Uma questão de direitos humanos
Jorge Viegas fez mesmo questão de salientar que vê a situação, “não como uma questão política mas antes de direitos humanos. Não é pelas sanções impostas pela FIM que o senhor Putin vai parar a guerra mas, na pequena quota parte que nos cabe, temos de fazer alguma coisa.
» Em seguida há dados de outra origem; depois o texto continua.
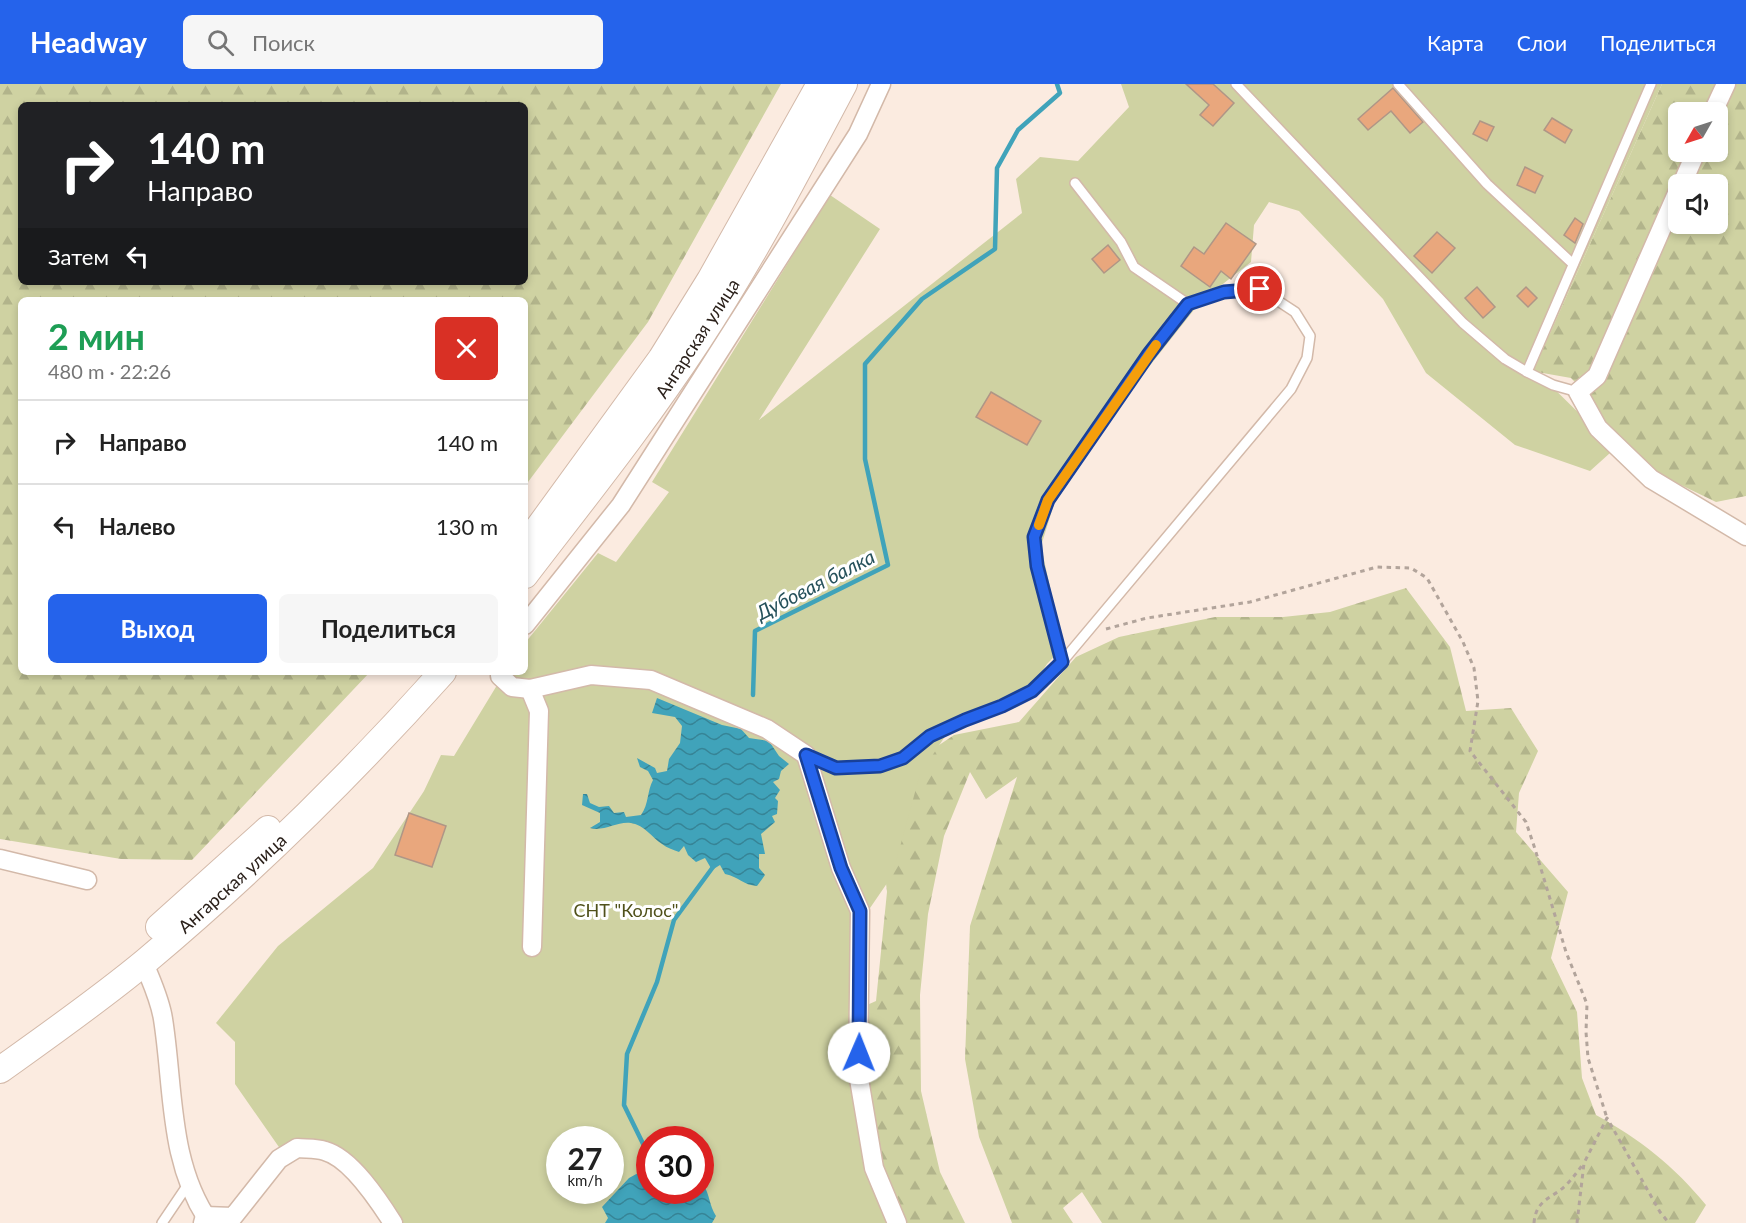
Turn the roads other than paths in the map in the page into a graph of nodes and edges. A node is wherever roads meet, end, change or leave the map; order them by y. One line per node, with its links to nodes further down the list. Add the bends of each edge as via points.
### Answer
1 (820, 84): 16 (main road, Ангарская улица, via 710,280 661,358)
2 (844, 84): 17 (main road, Ангарская улица, via 778,209 698,341)
3 (881, 84): 18 (street, via 858,134 621,505)
4 (1236, 84): 13 (lane, via 1463,323 1505,359)
5 (1397, 84): 11 (lane, via 1487,184)
6 (1651, 84): 11 (lane)
7 (1726, 84): 8 (street)
8 (1718, 102)
9 (1075, 183): 12 (lane, via 1121,242 1134,267)
10 (1668, 214): 14 (street, via 1597,376)
11 (1573, 264): 13 (lane)
12 (1188, 304): 19 (lane, via 1048,500 1034,537 1037,566); 19 (lane, via 1224,292 1260,289 1294,312 1310,336 1307,358 1291,389)
13 (1527, 372): 14 (lane)
14 (1578, 392): 15 (street, via 1598,428 1651,479)
15 (1746, 536)
16 (528, 542)
17 (528, 571)
18 (528, 621)
19 (1062, 662): 24 (lane, via 1032,691 930,736 903,758 880,766 836,768)
20 (417, 675): 29 (main road, Ангарская улица, via 341,761 130,953)
21 (440, 675): 28 (main road, Ангарская улица, via 268,853)
22 (500, 675): 23 (street, via 512,687)
23 (530, 689): 24 (street, via 591,675 651,680 767,729); 27 (street, via 539,711)
24 (806, 755): 35 (street, via 841,868 860,911 858,1073 874,1168)
25 (0, 859): 26 (street)
26 (87, 880)
27 (532, 947)
28 (144, 963): 30 (main road, Ангарская улица); 31 (street, via 163,1018 172,1113)
29 (0, 1049)
30 (0, 1070)
31 (189, 1183): 32 (street); 33 (lane)
32 (206, 1221): 34 (street, via 233,1217 279,1160 297,1148 327,1151 347,1163)
33 (162, 1223)
34 (393, 1223)
35 (897, 1223)

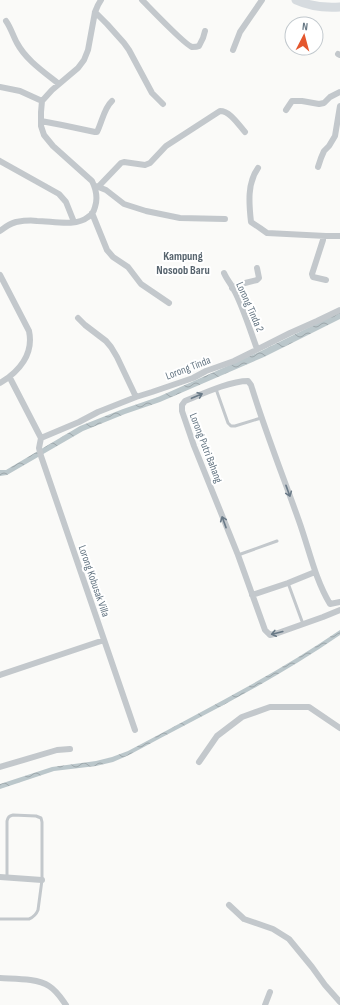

Não me venham dizer que os pilotos russos não têm nada a ver com a situação: então e os pilotos ucranianos que têm de fugir de casa para não serem mortos, fora os que não têm essa sorte (porque têm de combater) ?”
A Federação Russa enviou mesmo uma carta ao Presidente da FIM, “a ameaçar-nos que vão levar o caso para o Tribunal Internacional do Desporto. Podem ir à vontade! Os estatutos da FIM permitem que o seu presidente tome decisões em casos de força maior, como uma invasão ou uma guerra”. E para reforçar a sua decisão, o apoio da direção foi unânime: “Totalmente!”, afirmou com orgulho.
‘Easy Ride’ transparente
Paradoxalmente, o mandato de Jorge Viegas aparenta estar a ser um ‘easy ride’ no meio destes turbilhões de grande magnitude. “Até hoje não vi ninguém dizer alguma coisa contra a FIM, que fizemos mal isto ou aquilo. Tentamos ouvir toda a gente e uma coisa que eu tentei implementar na FIM, logo desde o início, foi a transparência. Mostramos tudo o que fazemos e se alguém quiser assistir a uma reunião da direção pode fazê-lo. Não temos nada a esconder. Mas o mais importante é o ambiente interno, que é fantástico”.
Mas onde é que a habilidade política e de gestão de Jorge Viegas, capaz de procurar consensos e lançar pontes entre as partes, faz a diferença? “Eu não deixo de decidir se não alcançar um consenso”, declarou taxativamente. “Nós tomamos as decisões que achamos que têm de ser tomadas. Se há algo que me cabe a mim decidir, faço-o e, graças a Deus, até hoje tenho decidido bem”.